Jiangshan Ma, Keke Zhang, Mei Huang, Stanton B. Hector, Bin Liu, Chunyi Tong, Qian Liu, Jiarui Zeng, Yan Gao, Ting Xu, Ying Liu, Xuanming Liu, Yonghua Zhu

Lignocellulolytic bacteria have revealed to be a promising source for biofuel production, yet the underlying mechanisms are still worth exploring. Our previous study inferred that the highly efficient lignocellulose degradation by bacterium Pantoea ananatis Sd-1 might involve Fenton chemistry (Fe(2+) + H2O2 + H(+) → Fe(3+) + OH· + H2O), similar to that of white-rot and brown-rot fungi. The aim of this work is to investigate the existence of this Fenton-based oxidation mechanism in the rice straw degradation process of P. ananatis Sd-1. After 3 days incubation of unpretreated rice straw with P. ananatis Sd-1, the percentage in weight reduction of rice straw as well as its cellulose, hemicellulose, and lignin components reached 46.7, 43.1, 42.9, and 37.9 %, respectively.
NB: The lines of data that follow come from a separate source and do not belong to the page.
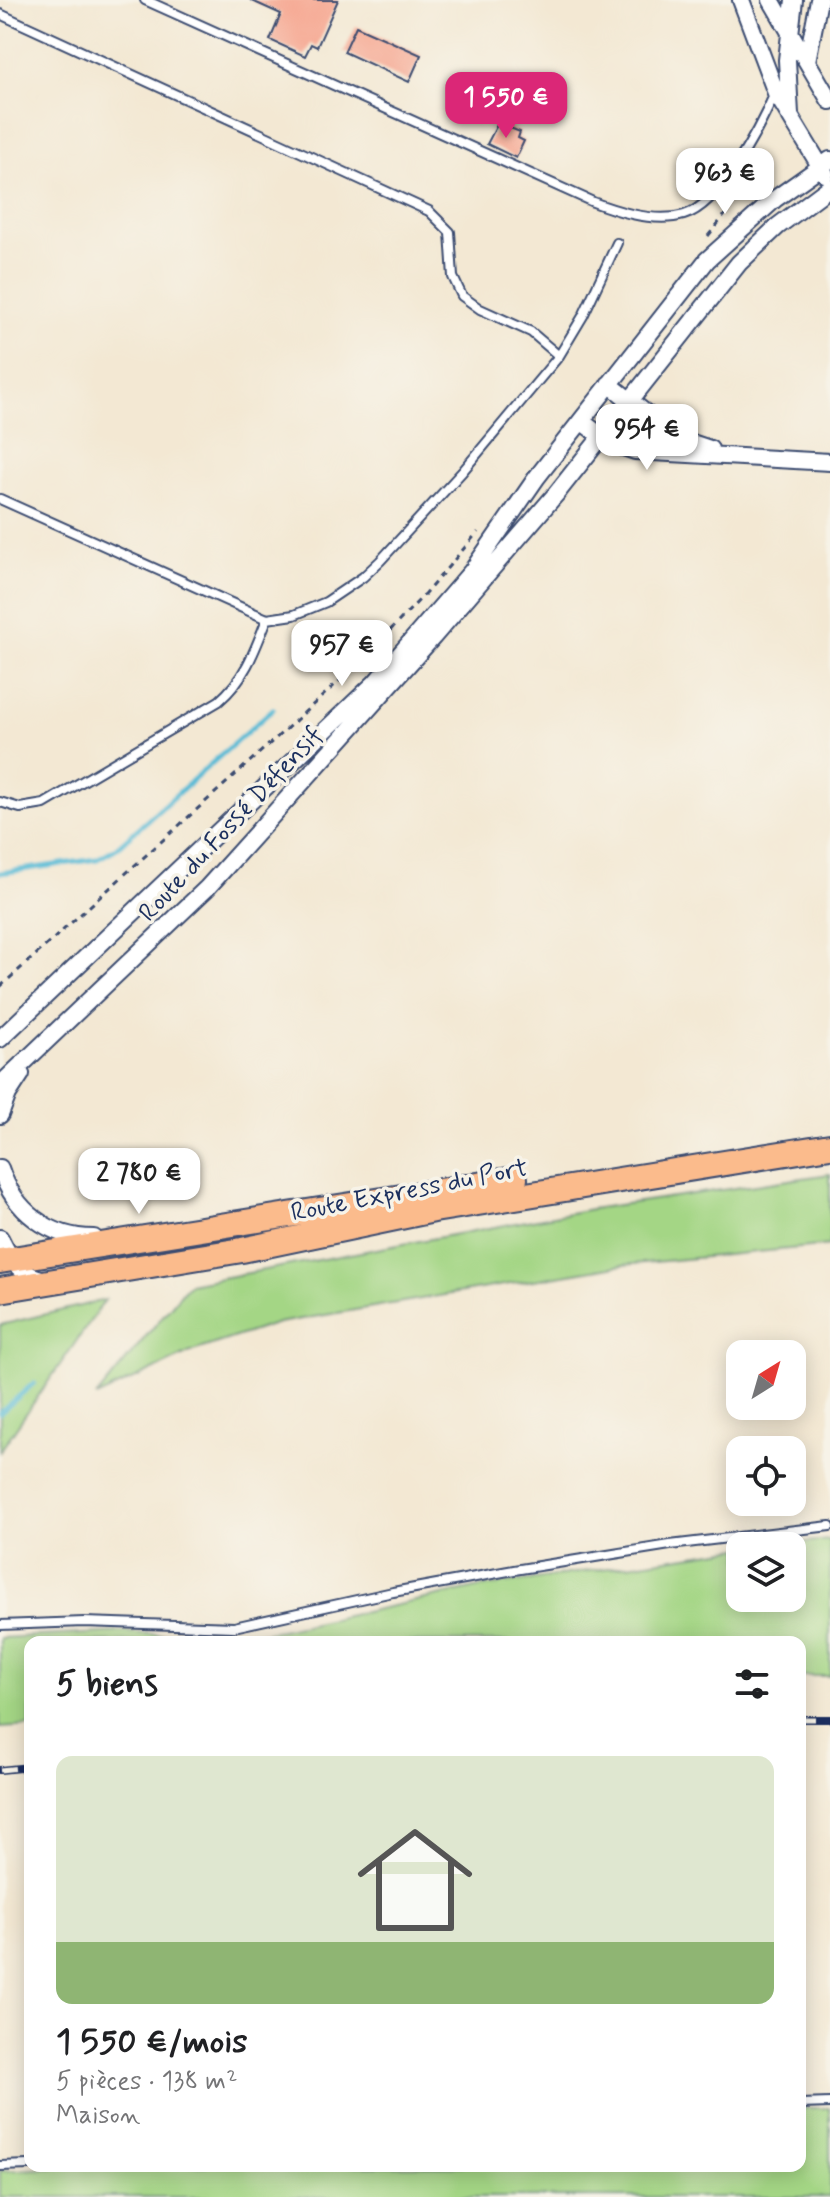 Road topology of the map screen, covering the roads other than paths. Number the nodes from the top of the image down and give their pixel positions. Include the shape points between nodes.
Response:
1 (145, 0) edge
2 (741, 0) edge
3 (771, 0) edge
4 (794, 0) edge
5 (819, 0) edge
6 (0, 14) edge
7 (789, 30) junction
8 (807, 61) junction
9 (776, 93) junction
10 (829, 99) edge
11 (791, 121) junction
12 (825, 164) edge
13 (830, 185) edge
14 (617, 243) dead end
15 (559, 356) junction
16 (609, 384) junction
17 (630, 401) junction
18 (581, 421) junction
19 (601, 437) junction
20 (735, 455) junction
21 (830, 462) edge
22 (0, 499) edge
23 (267, 619) junction
24 (0, 802) edge
25 (57, 1031) junction
26 (0, 1039) edge
27 (0, 1085) edge
28 (0, 1115) edge
29 (830, 1130) edge
30 (830, 1146) edge
31 (0, 1168) edge
32 (105, 1241) junction
33 (4, 1253) edge
34 (51, 1281) junction
35 (0, 1290) edge
36 (830, 1526) edge
37 (0, 1625) edge
38 (830, 2103) edge
39 (806, 2104) edge
40 (24, 2165) edge
41 (0, 2166) edge

1 - 9 lane via 624,212 673,217 695,210 747,151
2 - 9 street, Route du Fossé Défensif
3 - 7 street
4 - 7 street
5 - 8 street
6 - 15 lane via 429,211 450,232 453,277 462,296 531,332
7 - 8 street
7 - 11 street
8 - 10 street
9 - 11 street, Route du Fossé Défensif
11 - 12 street, Route du Fossé Défensif
12 - 13 street, Route du Fossé Défensif
12 - 16 street, Route du Fossé Défensif via 775,199 707,260
13 - 17 street, Route du Fossé Défensif via 739,263
14 - 15 lane
15 - 23 lane via 371,571 314,607
16 - 17 street
16 - 18 street, Route du Fossé Défensif
17 - 19 street, Route du Fossé Défensif
17 - 20 street via 684,442
18 - 19 street
18 - 26 street, Route du Fossé Défensif via 472,571 375,683
19 - 20 street via 635,451
19 - 25 street, Route du Fossé Défensif via 433,637 207,888
20 - 21 street
22 - 23 lane
23 - 24 lane via 244,673 219,701 44,804 20,808
25 - 27 street, Route du Fossé Défensif
25 - 28 street via 11,1087
29 - 32 main road, Route Express du Port
30 - 34 main road, Route Express du Port via 434,1210 242,1250
31 - 32 street via 18,1203 46,1227
32 - 33 main road, Route Express du Port
33 - 34 street via 23,1273
34 - 35 main road, Route Express du Port
36 - 37 lane via 514,1570 234,1627
38 - 39 lane
40 - 41 lane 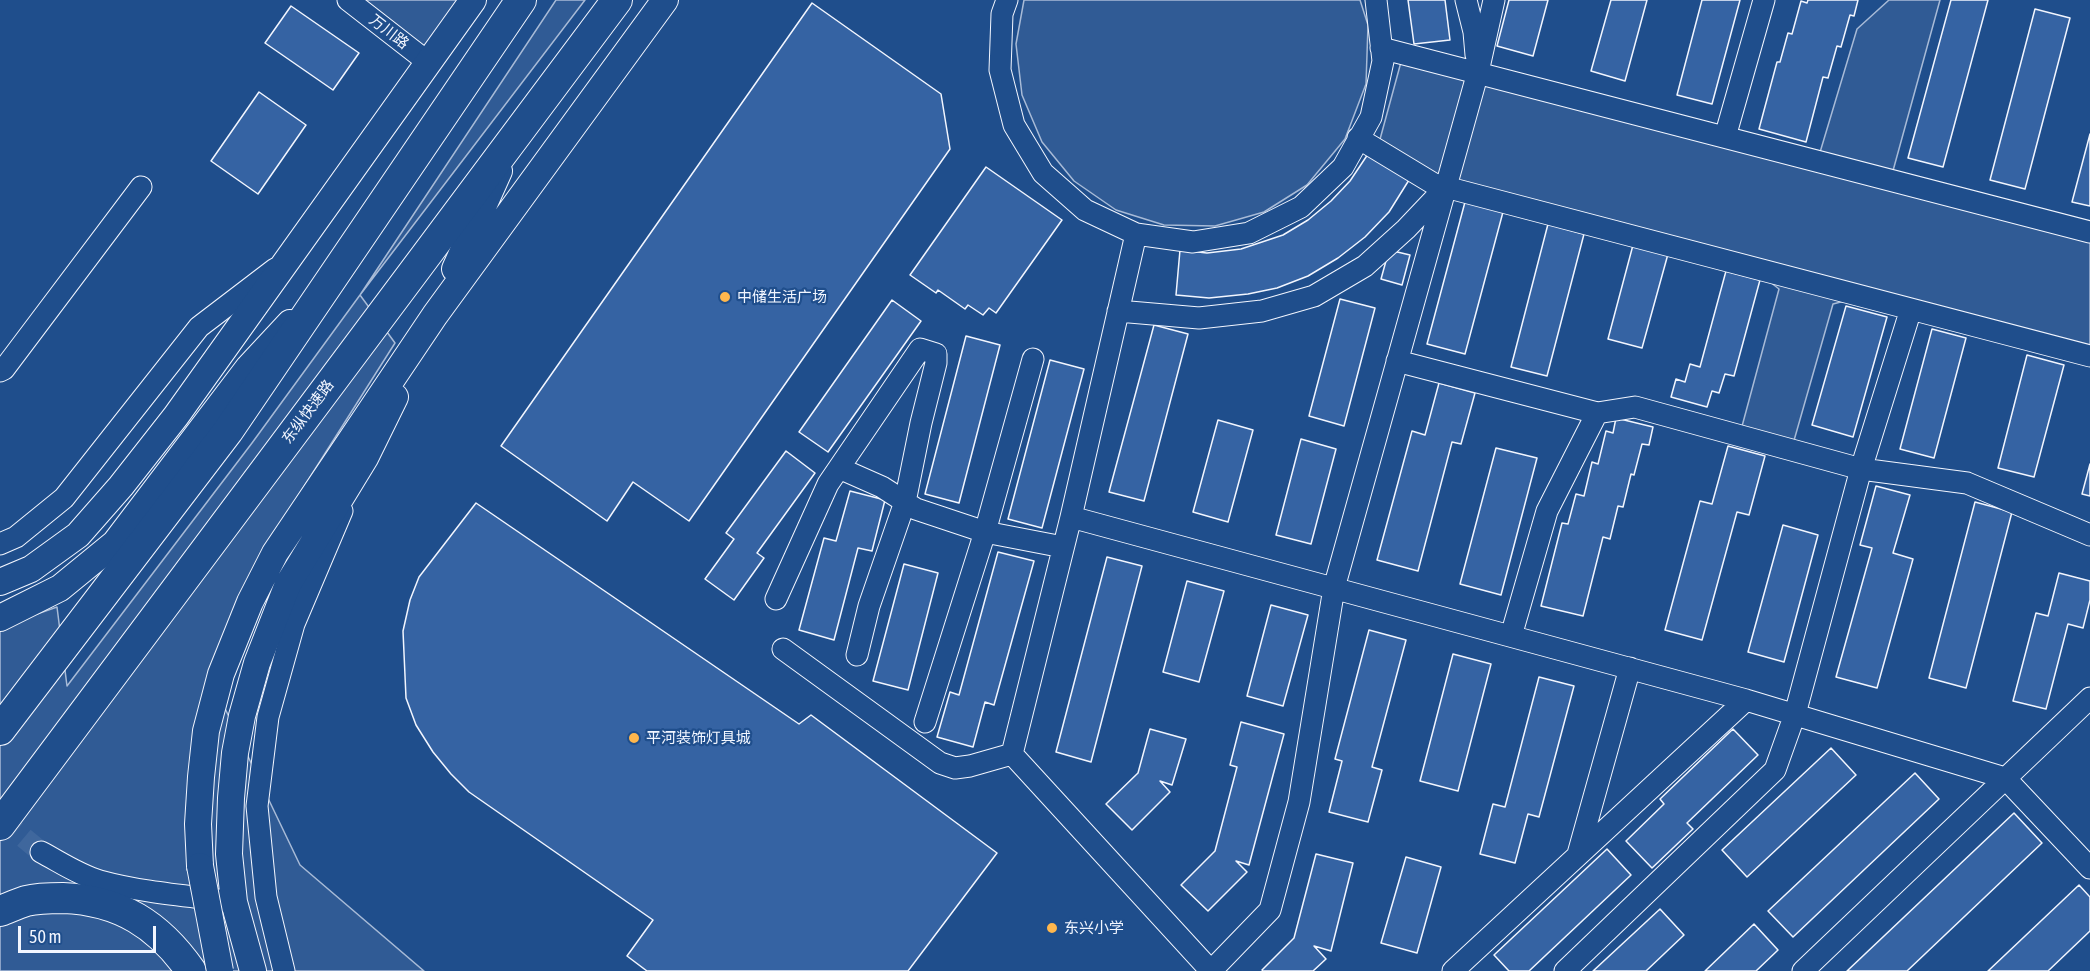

The addition of different hydroxyl radical scavengers resulted in a significant decline (P < 0.001) in rice straw degradation. Pyrolysis gas chromatography-mass spectrometry and Fourier transform infrared spectroscopy analysis revealed the consistency of chemical changes of rice straw components that exists between P. ananatis Sd-1 and Fenton reagent treatment. In addition to the increased total iron ion concentration throughout the rice straw decomposition process, the Fe(3+)-reducing capacity of P. ananatis Sd-1 was induced by rice straw and predominantly contributed by aromatic compounds metabolites. The transcript levels of the glucose-methanol-choline oxidoreductase gene related to hydrogen peroxide production were significantly up-regulated (at least P < 0.01) in rice straw cultures. Higher activities of GMC oxidoreductase and less hydrogen peroxide concentration in rice straw cultures relative to glucose cultures may be responsible for increasing rice straw degradation, which includes Fenton-like reactions. Our results confirmed the Fenton chemistry-assisted degradation model in P. ananatis Sd-1. We are among the first to show that a Fenton-based oxidation mechanism exists in a bacteria degradation system, which provides a new perspective for how natural plant biomass is decomposed by bacteria. This degradative system may offer an alternative approach to the fungi system for lignocellulosic biofuels production.